Nessa parábola onde todos vão sendo acometidos por uma treva branca que os deixa cegos, damo-nos conta do agreste mundo de luta humana, onde o egoísmo constante é exacerbado pela ausência de restrições que tristemente nos damos conta não serem uma obrigação da ética íntima de cada ser mas apenas e só uma questão de receio de punição social que se torna inexistente dada a cegueira. Assim, sucedem-se os casos animalescos de brutalidade, de luta pela comida, de desprezo total pelo asseio, e, finalmente, de invasão da liberdade alheia e de descaso pela dor de outrem como são as lutas físicas, as violações e os homicídios.
Quão generoso é o ser que nada tem a ganhar com isso? E, por outro lado, quão hipocritamente sinistra é a falsa dádiva do ser que pretende com o seu cinismo de falsa generosidade obter algo?
Nada é mais
perigoso que a tentação desse pacto com aquele que nos oferece uma mão mas que
pretende retirar-nos a cabeça.
O ser humano ali descrito é um animal, bem ou mal domesticado conforme as situações e as conveniências, porque o comodismo, certa fatalidade, o receio, e, no fundo, a satisfação das necessidades mais básicas e de conforto do ser humano levam a que este a tudo se habitue, mesmo que esse “tudo” seja degradante ou lhe retire completamente a memória da sua vida passada.

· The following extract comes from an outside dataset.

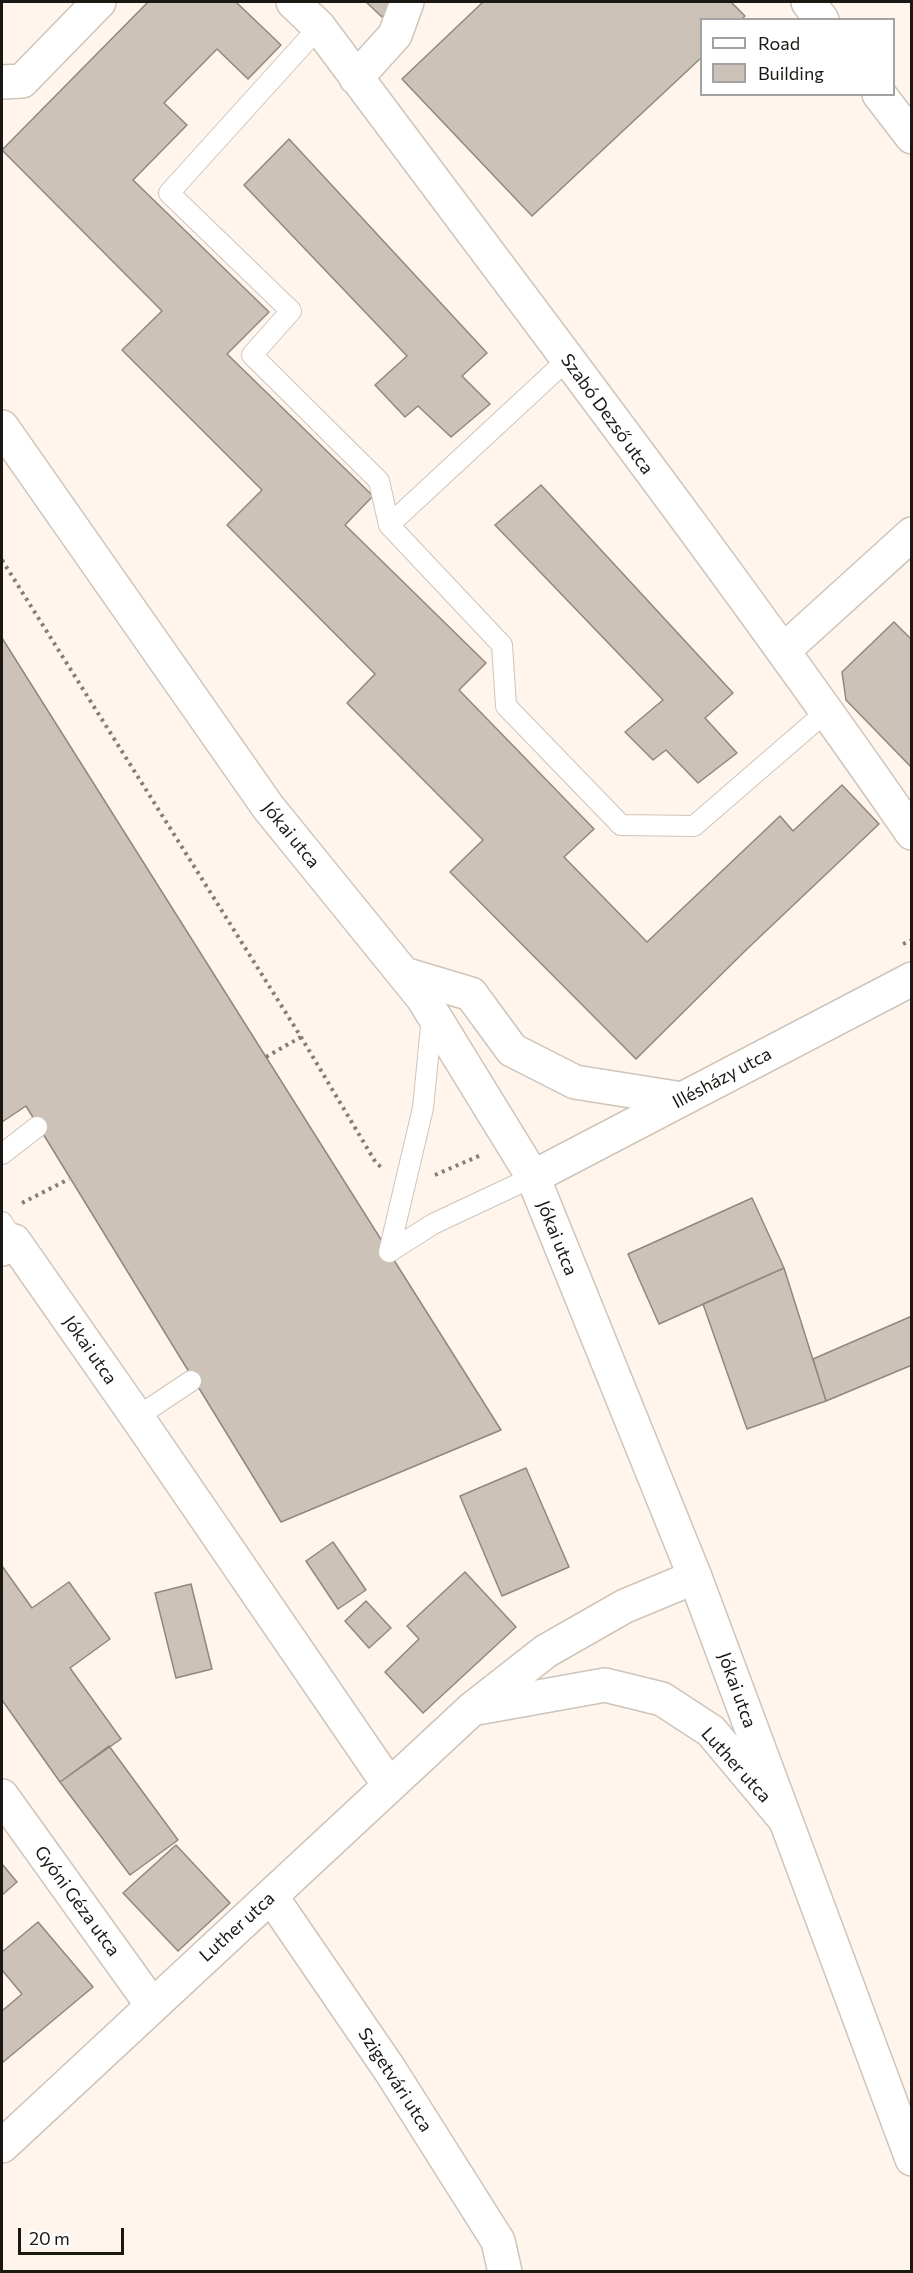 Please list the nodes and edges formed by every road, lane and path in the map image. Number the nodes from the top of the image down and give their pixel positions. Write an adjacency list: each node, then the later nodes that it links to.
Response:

Neste particular, há um momento bem revelador quando a criança para de chorar convulsivamente a morte da sua mãe porque tem fome e o cheiro da comida traz-lhe o instinto feroz e urgente da saciedade que ele tem de satisfazer.
Afinal, o que
buscamos? Saciar o corpo ou o coração? A breve prazo, a recordação da mãe
voltará e, com esta memória, mesmo já saciado com pão, os olhos cegos voltam a
encher-se de lágrimas, provando que a cicatriz do amor perdido não se atenua
nunca, antes se agudiza com certa culpa.